Stored data:

▬▬▬▬▬▬

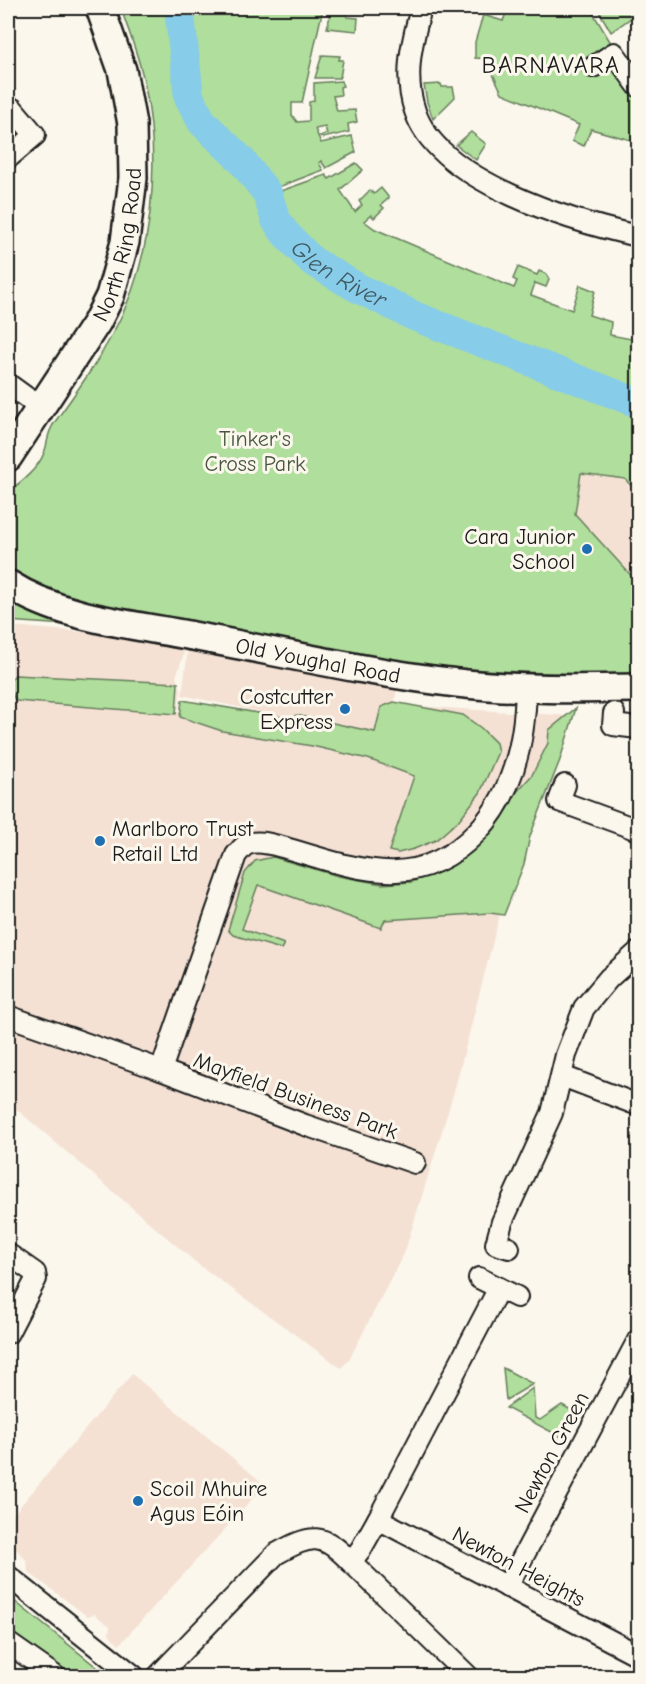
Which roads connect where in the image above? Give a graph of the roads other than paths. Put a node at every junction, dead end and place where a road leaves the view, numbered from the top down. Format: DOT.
graph roads {
  1 [pos="100,8"];
  2 [pos="421,8"];
  3 [pos="593,67"];
  4 [pos="639,86"];
  5 [pos="13,110"];
  6 [pos="8,158"];
  7 [pos="639,236"];
  8 [pos="8,384"];
  9 [pos="41,408"];
  10 [pos="8,457"];
  11 [pos="8,584"];
  12 [pos="526,688"];
  13 [pos="639,688"];
  14 [pos="614,713"];
  15 [pos="639,728"];
  16 [pos="565,785"];
  17 [pos="639,830"];
  18 [pos="639,952"];
  19 [pos="8,1017"];
  20 [pos="161,1070"];
  21 [pos="562,1076"];
  22 [pos="639,1105"];
  23 [pos="415,1163"];
  24 [pos="509,1248"];
  25 [pos="9,1258"];
  26 [pos="479,1278"];
  27 [pos="499,1288"];
  28 [pos="517,1297"];
  29 [pos="8,1333"];
  30 [pos="639,1340"];
  31 [pos="378,1519"];
  32 [pos="351,1562"];
  33 [pos="8,1576"];
  34 [pos="507,1587"];
  35 [pos="8,1643"];
  36 [pos="638,1653"];
  37 [pos="55,1677"];
  38 [pos="134,1677"];
  39 [pos="158,1677"];
  40 [pos="468,1677"];
  1 -- 9 [label="main road, North Ring Road"];
  2 -- 7 [label="street"];
  3 -- 4 [label="street"];
  5 -- 6 [label="street"];
  8 -- 9 [label="street"];
  9 -- 10 [label="main road, North Ring Road"];
  11 -- 12 [label="main road, Old Youghal Road"];
  12 -- 13 [label="main road, Old Youghal Road"];
  12 -- 20 [label="street, Mayfield Business Park"];
  14 -- 15 [label="street"];
  16 -- 17 [label="street"];
  18 -- 21 [label="street"];
  19 -- 20 [label="street, Mayfield Business Park"];
  20 -- 23 [label="street, Mayfield Business Park"];
  21 -- 22 [label="street"];
  21 -- 24 [label="street"];
  25 -- 29 [label="street"];
  26 -- 27 [label="street"];
  27 -- 28 [label="street"];
  27 -- 31 [label="street"];
  30 -- 34 [label="street, Newton Green"];
  31 -- 32 [label="street"];
  31 -- 34 [label="street, Newton Heights"];
  32 -- 39 [label="street"];
  32 -- 40 [label="street"];
  33 -- 38 [label="street"];
  34 -- 36 [label="street, Newton Heights"];
  35 -- 37 [label="street"];
}
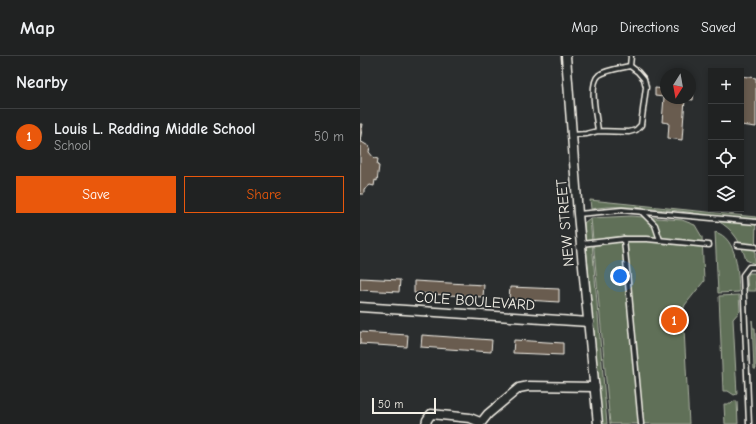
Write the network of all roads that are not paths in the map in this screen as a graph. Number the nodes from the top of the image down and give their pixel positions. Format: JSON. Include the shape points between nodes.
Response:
{"nodes":[{"id":1,"x":566,"y":56,"type":"edge"},
{"id":2,"x":631,"y":56,"type":"edge"},
{"id":3,"x":630,"y":66,"type":"junction"},
{"id":4,"x":598,"y":131,"type":"junction"},
{"id":5,"x":572,"y":135,"type":"junction"},
{"id":6,"x":642,"y":212,"type":"junction"},
{"id":7,"x":578,"y":214,"type":"junction"},
{"id":8,"x":756,"y":222,"type":"edge"},
{"id":9,"x":624,"y":239,"type":"junction"},
{"id":10,"x":660,"y":240,"type":"junction"},
{"id":11,"x":581,"y":244,"type":"junction"},
{"id":12,"x":709,"y":245,"type":"dead end"},
{"id":13,"x":736,"y":246,"type":"dead end"},
{"id":14,"x":756,"y":247,"type":"edge"},
{"id":15,"x":756,"y":267,"type":"edge"},
{"id":16,"x":360,"y":307,"type":"edge"},
{"id":17,"x":588,"y":322,"type":"junction"},
{"id":18,"x":595,"y":387,"type":"junction"},
{"id":19,"x":480,"y":423,"type":"edge"},
{"id":20,"x":426,"y":424,"type":"edge"},
{"id":21,"x":598,"y":424,"type":"edge"},
{"id":22,"x":641,"y":424,"type":"edge"},
{"id":23,"x":749,"y":424,"type":"edge"}],
"edges":[{"from":1,"to":5,"type":"street","name":"NEW STREET"},
{"from":2,"to":3,"type":"lane"},
{"from":3,"to":4,"type":"lane","via":[[599,75],[595,81],[593,91]]},
{"from":3,"to":4,"type":"lane","via":[[644,79],[646,87],[640,125],[636,130],[629,132]]},
{"from":4,"to":5,"type":"lane"},
{"from":5,"to":7,"type":"street","name":"NEW STREET"},
{"from":6,"to":7,"type":"lane","via":[[622,210]]},
{"from":6,"to":8,"type":"lane"},
{"from":6,"to":10,"type":"lane","via":[[655,225]]},
{"from":7,"to":11,"type":"street","name":"NEW STREET"},
{"from":9,"to":10,"type":"lane"},
{"from":9,"to":11,"type":"lane"},
{"from":9,"to":22,"type":"lane"},
{"from":10,"to":12,"type":"lane"},
{"from":11,"to":17,"type":"street","name":"NEW STREET"},
{"from":13,"to":14,"type":"lane"},
{"from":15,"to":23,"type":"lane","via":[[749,267],[743,275]]},
{"from":16,"to":17,"type":"street","name":"COLE BOULEVARD"},
{"from":17,"to":18,"type":"street","name":"NEW STREET"},
{"from":18,"to":19,"type":"street","via":[[520,388]]},
{"from":18,"to":21,"type":"street","name":"NEW STREET"},
{"from":19,"to":20,"type":"street","via":[[470,418],[431,414]]}]}
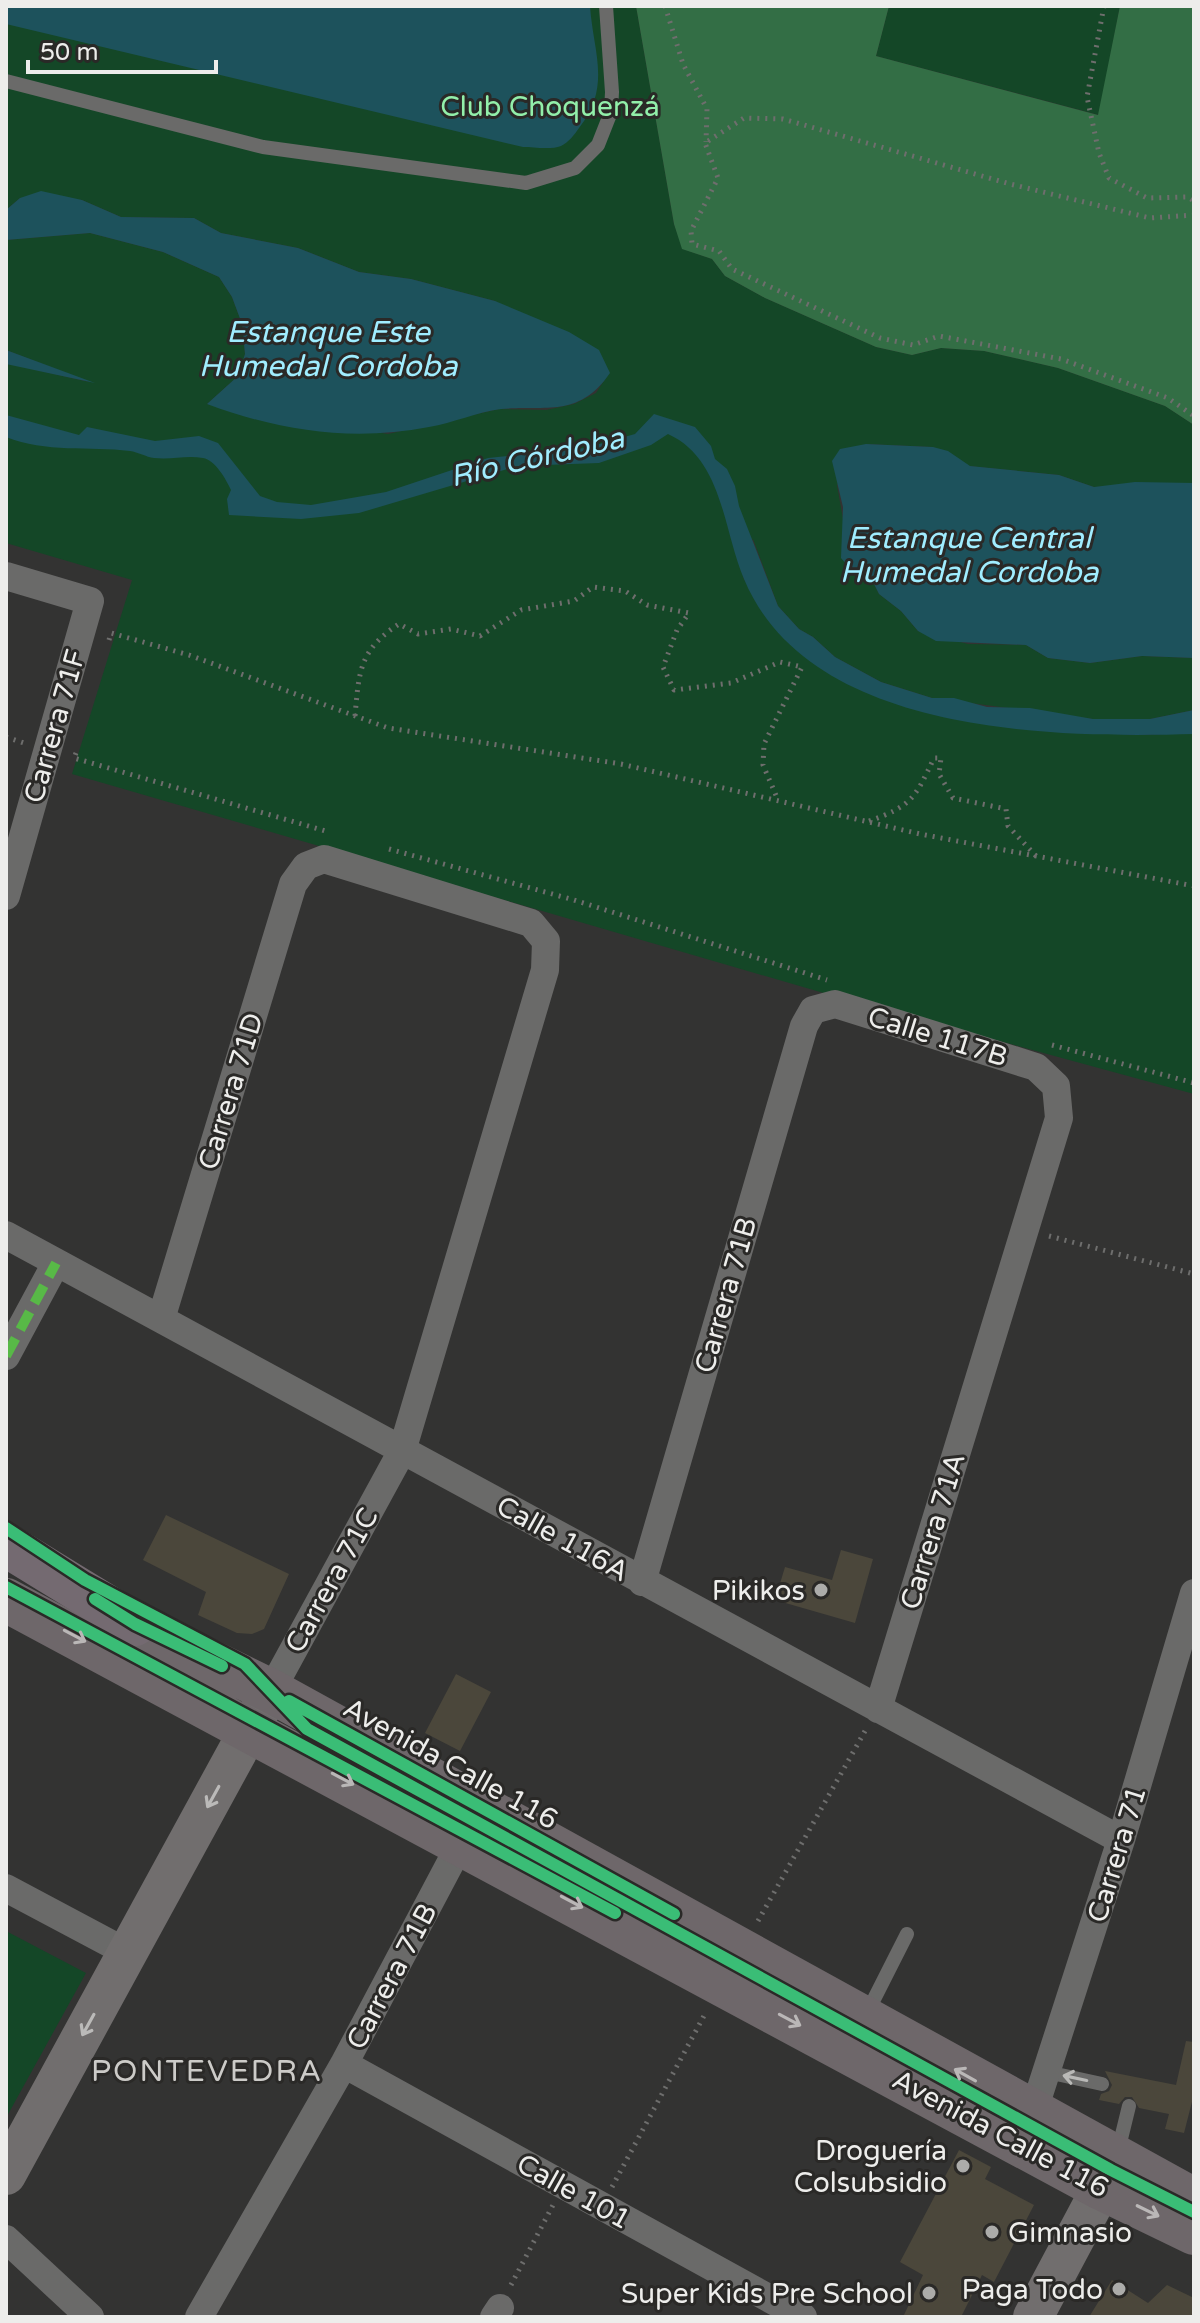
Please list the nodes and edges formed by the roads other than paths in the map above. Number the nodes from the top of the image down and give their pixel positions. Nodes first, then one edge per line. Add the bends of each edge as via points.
1 (606, 6) edge
2 (6, 81) edge
3 (6, 576) edge
4 (6, 896) edge
5 (546, 941) joint
6 (813, 1010) joint
7 (1056, 1086) joint
8 (6, 1235) edge
9 (56, 1263) junction
10 (161, 1319) junction
11 (6, 1356) edge
12 (402, 1451) junction
13 (6, 1545) edge
14 (6, 1561) edge
15 (642, 1582) junction
16 (1194, 1593) edge
17 (6, 1600) edge
18 (135, 1624) junction
19 (1184, 1663) edge
20 (271, 1691) junction
21 (878, 1709) junction
22 (250, 1729) junction
23 (1121, 1840) junction
24 (461, 1843) junction
25 (6, 1888) edge
26 (907, 1934) dead end
27 (128, 1953) junction
28 (731, 1967) junction
29 (864, 2019) junction
30 (344, 2064) junction
31 (1047, 2072) junction
32 (1102, 2084) dead end
33 (1129, 2106) dead end
34 (1033, 2113) junction
35 (1109, 2174) junction
36 (6, 2175) edge
37 (1194, 2200) edge
38 (1194, 2233) edge
39 (6, 2239) edge
40 (90, 2317) edge
41 (199, 2317) edge
42 (803, 2317) edge
43 (1033, 2317) edge

1 - 2 lane via 611,112 598,145 575,168 526,183 263,147
3 - 4 street, Carrera 71F via 90,601
5 - 10 street, Carrera 71D via 531,923 324,859 306,866 293,884
5 - 12 street, Carrera 71C via 545,970
6 - 7 street, Calle 117B via 835,1004 1036,1067
6 - 15 street, Carrera 71B via 804,1026
7 - 21 street, Carrera 71A via 1059,1118
8 - 9 street, Calle 116A
9 - 10 street, Calle 116A
9 - 11 street
10 - 12 street, Calle 116A
12 - 15 street, Calle 116A
12 - 20 street, Carrera 71C
13 - 18 highway
14 - 18 main road, Avenida Calle 116
15 - 21 street, Calle 116A
16 - 19 street, Carrera 71
17 -> 22 main road, Avenida Calle 116
18 - 20 main road, Avenida Calle 116
19 - 23 street, Carrera 71
20 - 22 street, Carrera 71C
20 - 28 main road, Avenida Calle 116
21 - 23 street, Calle 116A
22 -> 24 main road, Avenida Calle 116
22 -> 27 street, Carrera 71C
23 - 31 street, Carrera 71
24 -> 28 main road, Avenida Calle 116
24 - 30 street, Carrera 71B
25 - 27 street
26 - 29 lane
27 -> 36 street, Carrera 71C
28 - 29 main road, Avenida Calle 116
28 -> 35 main road, Avenida Calle 116
34 -> 29 main road, Avenida Calle 116
30 - 41 street, Carrera 71B
30 - 42 street, Calle 101
32 -> 31 lane
31 - 34 street, Carrera 71
33 - 35 lane
34 - 35 main road, Avenida Calle 116
35 - 37 main road, Avenida Calle 116
35 -> 38 main road, Avenida Calle 116
35 - 43 street
39 - 40 street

▬▬▬▬▬▬

- _Action item_
Using the entries above, copy out all lines that contain the string "Newton".

- _Reply to the exercise_
  30 -- 34 [label="street, Newton Green"];
  31 -- 34 [label="street, Newton Heights"];
  34 -- 36 [label="street, Newton Heights"];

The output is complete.